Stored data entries
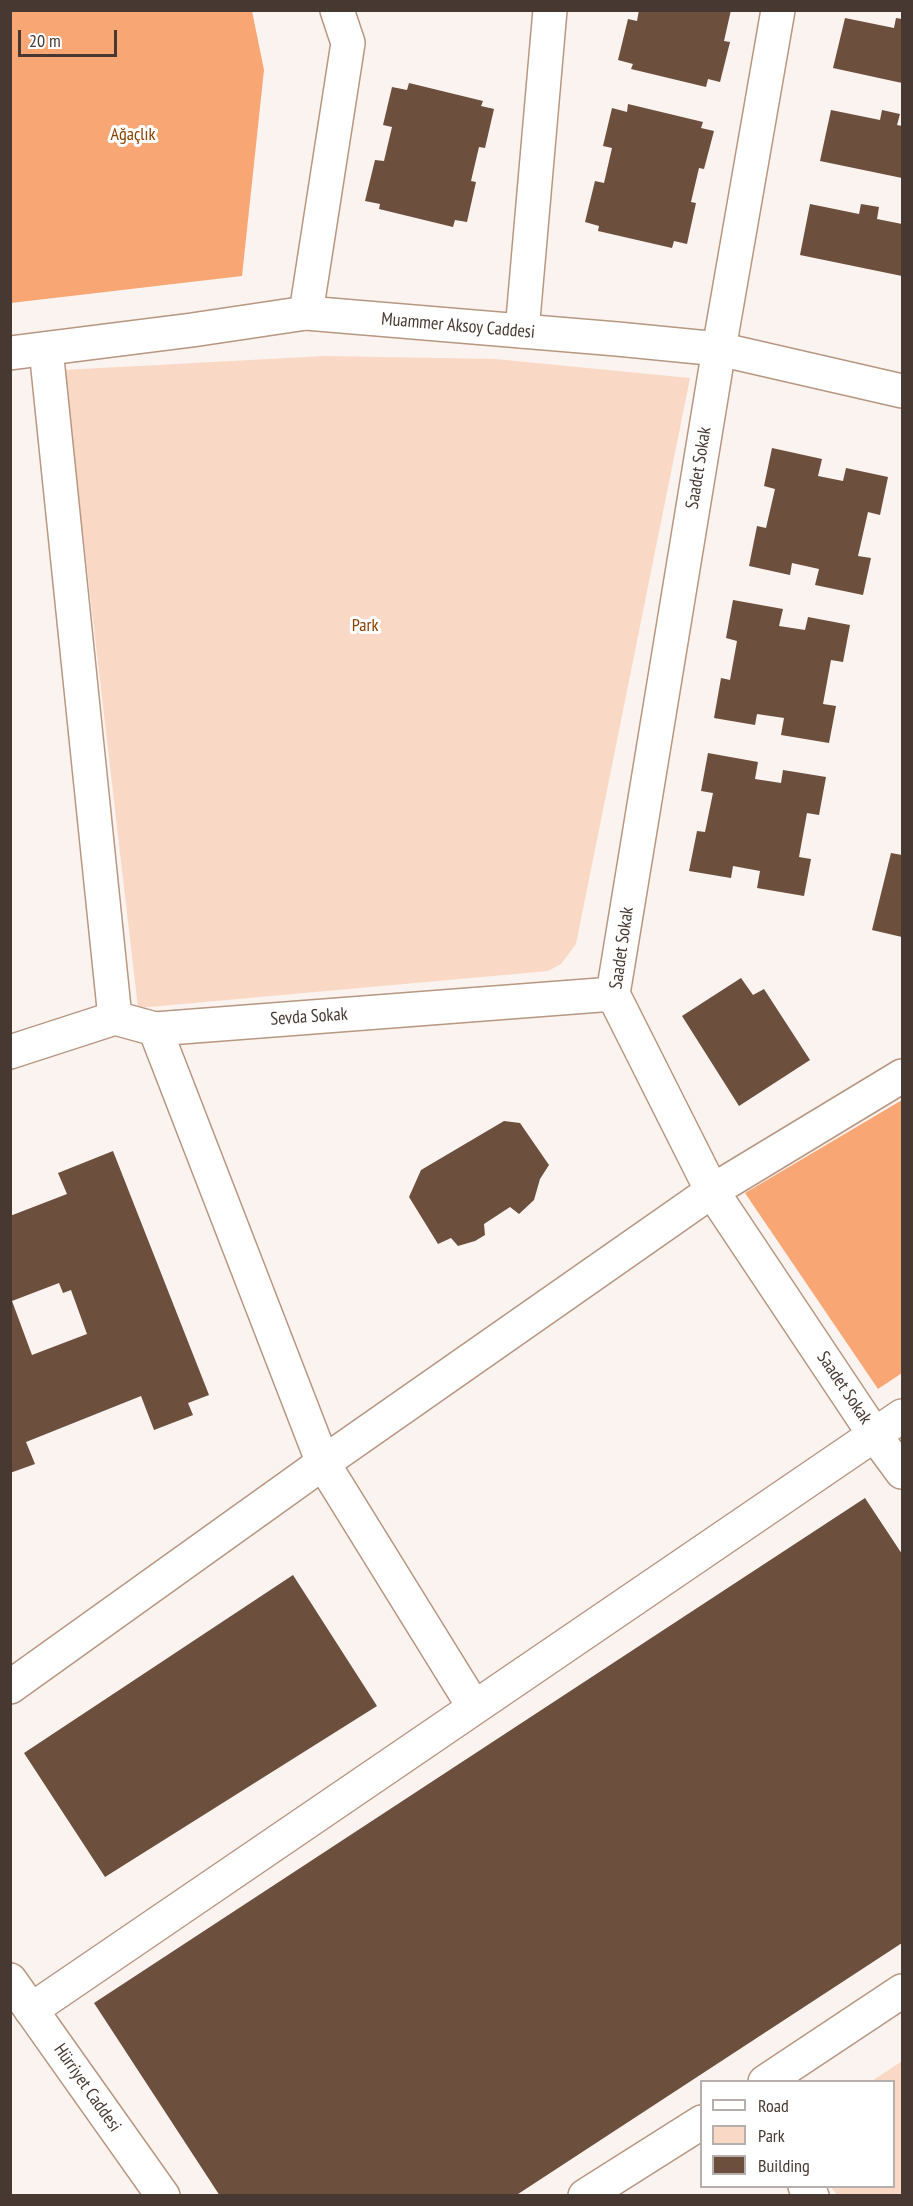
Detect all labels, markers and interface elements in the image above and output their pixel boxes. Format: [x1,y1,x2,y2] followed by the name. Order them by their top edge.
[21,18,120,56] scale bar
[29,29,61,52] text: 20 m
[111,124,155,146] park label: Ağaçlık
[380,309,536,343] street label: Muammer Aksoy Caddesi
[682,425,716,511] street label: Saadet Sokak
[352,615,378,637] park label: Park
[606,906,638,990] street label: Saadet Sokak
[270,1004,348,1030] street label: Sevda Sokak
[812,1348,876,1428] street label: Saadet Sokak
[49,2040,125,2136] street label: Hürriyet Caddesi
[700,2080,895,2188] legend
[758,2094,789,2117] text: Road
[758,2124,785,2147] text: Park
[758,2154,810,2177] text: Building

▸ **Task description**
Pictures aside, restate all of the entries exactly.

▸ **Response box**
Detect all labels, markers and interface elements in the image above and output their pixel boxes. Format: [x1,y1,x2,y2] followed by the name. Order them by their top edge.
[21,18,120,56] scale bar
[29,29,61,52] text: 20 m
[111,124,155,146] park label: Ağaçlık
[380,309,536,343] street label: Muammer Aksoy Caddesi
[682,425,716,511] street label: Saadet Sokak
[352,615,378,637] park label: Park
[606,906,638,990] street label: Saadet Sokak
[270,1004,348,1030] street label: Sevda Sokak
[812,1348,876,1428] street label: Saadet Sokak
[49,2040,125,2136] street label: Hürriyet Caddesi
[700,2080,895,2188] legend
[758,2094,789,2117] text: Road
[758,2124,785,2147] text: Park
[758,2154,810,2177] text: Building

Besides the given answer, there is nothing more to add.